THE CORPORATE MEDIA'S dishonest presentation of American politics as a 'contest' between the Democrats and the Republicans might be okay with people who are happy with 'politics as usual', but it has effectively disenfranchised millions of Americans.

Many of those Americans found a voice in the nationwide movement that swept Bernie Sanders to the brink of the Democratic presidential nomination - despite Sanders having to contest with both a hostile corporate media and a Democratic National Committee that flagrantly broke its own rules on neutrality and worked against him.

But Sanders decision to surrender to Clinton and not stand as an independent third party candidate has left his movement without a focus, although it is more than likely to rise again in the future - such is the widespread disgust with American mainstream politics.

It is interesting to note that since Sanders endorsed Clinton he has gone from speaking at rallies of tens of thousands of people to audiences of two hundred people and less. People simply aren’t interested in listening to him tell them why they should vote for the Wall Street approved Hillary Clinton.

But beyond Bernie Sanders, there is a range of third party presidential candidates. For the American left, the most significant of these is Jill Stein of the Green Party, a party that recently declared itself to be ecosocialist in orientation.

Despite polling at anything between 4-6% in the national polls, Stein has been prevented from participating in the three presidential debates by the Commission on  Presidential Debates - which sets the rules and is controlled by the Democrats and the Republicans.

Stein, like Sanders, has also had to contest with a corporate media that is generally hostile to her political views. And the Green Party also cannot compete with the massive advertising budgets that the Democrats and the Republicans command - thanks to the generous funding provided by corporate donors.

But the demands for real political change in America are becoming more insistent and widespread and it is uncertain how the American people will react in the future to the continued dominance of the two political wings of corporate America. While The Commentariat graze placidly, like contented dairy cows, on the latest machinations in the tug of war between Clinton and Trump - the two most unpopular presidential candidates in American history - more and more Americans are looking elsewhere for political answers.

After last Autumn's midterm elections, a Gallup Poll revealed that a record 60 percent of the respondents wanted a third major political party to choose from at the ballot box. They have simply had enough being told the choice is between the Democrats and the Republicans, the electoral equivalent of Coke and Pepsi.
Jill Stein with vice presidential candidate Ajamu Baraka.
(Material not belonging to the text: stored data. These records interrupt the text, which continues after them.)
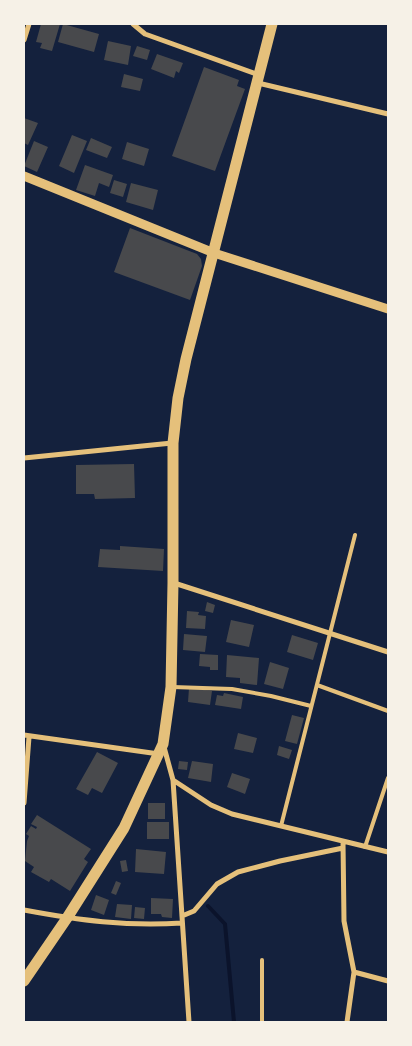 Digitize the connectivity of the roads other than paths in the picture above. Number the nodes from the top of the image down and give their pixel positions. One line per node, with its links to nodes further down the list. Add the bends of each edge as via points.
1 (30, 24): 4 (street)
2 (133, 24): 5 (street, via 145,34)
3 (272, 24): 5 (main road)
4 (24, 38)
5 (258, 79): 6 (street); 8 (main road)
6 (388, 114)
7 (24, 176): 8 (street)
8 (214, 253): 9 (street); 10 (main road, via 186,359)
9 (388, 309)
10 (172, 443): 11 (street); 13 (main road)
11 (24, 458)
12 (355, 535): 14 (lane)
13 (173, 583): 14 (street); 17 (main road)
14 (329, 634): 15 (street); 16 (lane)
15 (388, 652)
16 (317, 685): 18 (lane); 19 (lane)
17 (171, 687): 18 (lane, via 232,689); 21 (main road)
18 (311, 706): 25 (lane)
19 (388, 711)
20 (26, 736): 21 (street); 24 (street)
21 (162, 749): 23 (street); 32 (main road, via 124,828)
22 (388, 778): 27 (lane)
23 (173, 780): 25 (street, via 211,805 232,814); 31 (street)
24 (24, 803)
25 (281, 826): 26 (street)
26 (343, 842): 27 (street); 28 (street)
27 (366, 847): 29 (street)
28 (343, 848): 31 (street, via 238,872 217,884 194,911); 35 (street, via 344,921)
29 (388, 852)
30 (24, 910): 32 (street)
31 (182, 916): 33 (street)
32 (66, 918): 33 (street, via 124,924); 36 (main road)
33 (182, 923): 38 (street)
34 (262, 960): 39 (lane)
35 (354, 972): 37 (street); 40 (street)
36 (24, 981)
37 (388, 981)
38 (189, 1022)
39 (262, 1022)
40 (347, 1022)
Commented Gallup : “At least four in 10 U.S. adults identified as political independents. The 42 percent identifying as independents in 2015 was down slightly from the record 43 percent in 2014. This elevated percentage of political independents leaves Democratic (29%) and Republican (26%) identification at or near recent low points, with the modest Democratic advantage roughly where it has been over the past five years.”

Since 1988, when Gallup began conducting polls on partisanship, fewer Americans have identified as Republican and Democrat and more have identified as independents.
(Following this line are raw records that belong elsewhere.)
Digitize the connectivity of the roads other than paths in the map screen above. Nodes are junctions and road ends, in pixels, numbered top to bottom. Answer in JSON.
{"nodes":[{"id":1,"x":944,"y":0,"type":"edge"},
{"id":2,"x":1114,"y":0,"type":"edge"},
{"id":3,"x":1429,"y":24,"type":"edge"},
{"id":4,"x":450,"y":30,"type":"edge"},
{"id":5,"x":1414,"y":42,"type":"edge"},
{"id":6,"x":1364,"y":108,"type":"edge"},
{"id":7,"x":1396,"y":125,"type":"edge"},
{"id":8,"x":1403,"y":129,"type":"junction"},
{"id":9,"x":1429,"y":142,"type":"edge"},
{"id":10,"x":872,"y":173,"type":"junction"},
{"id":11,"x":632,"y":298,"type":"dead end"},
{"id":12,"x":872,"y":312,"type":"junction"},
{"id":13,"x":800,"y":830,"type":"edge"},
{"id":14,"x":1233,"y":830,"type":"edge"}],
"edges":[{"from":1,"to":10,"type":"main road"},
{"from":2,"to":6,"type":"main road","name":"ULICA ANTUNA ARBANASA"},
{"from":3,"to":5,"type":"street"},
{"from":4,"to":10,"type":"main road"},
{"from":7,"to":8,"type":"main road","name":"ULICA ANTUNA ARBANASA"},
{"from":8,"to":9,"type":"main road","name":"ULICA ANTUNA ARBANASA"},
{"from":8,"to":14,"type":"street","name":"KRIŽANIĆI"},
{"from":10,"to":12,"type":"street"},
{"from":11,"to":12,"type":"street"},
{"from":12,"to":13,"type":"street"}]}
In the end both the Democrats and the Republicans are too deeply embedded in the status quo and too deeply entangled within the vested interests of corporate America to do anything that will about real political and social change The success of Sanders and, yes, Donald Trump, highlights the widespread disillusionment and cynicism with ‘politics as usual'.

While some progressives will force themselves to vote Clinton simply to keep Trump out of the White House, 'lesser evil' politics is, and always has been, a political no exit for the American people. In the long term the goal must be to build a political party in the United States that will genuinely represent the interests of the 99 percent . A vote for Jill Stein is a step in that direction.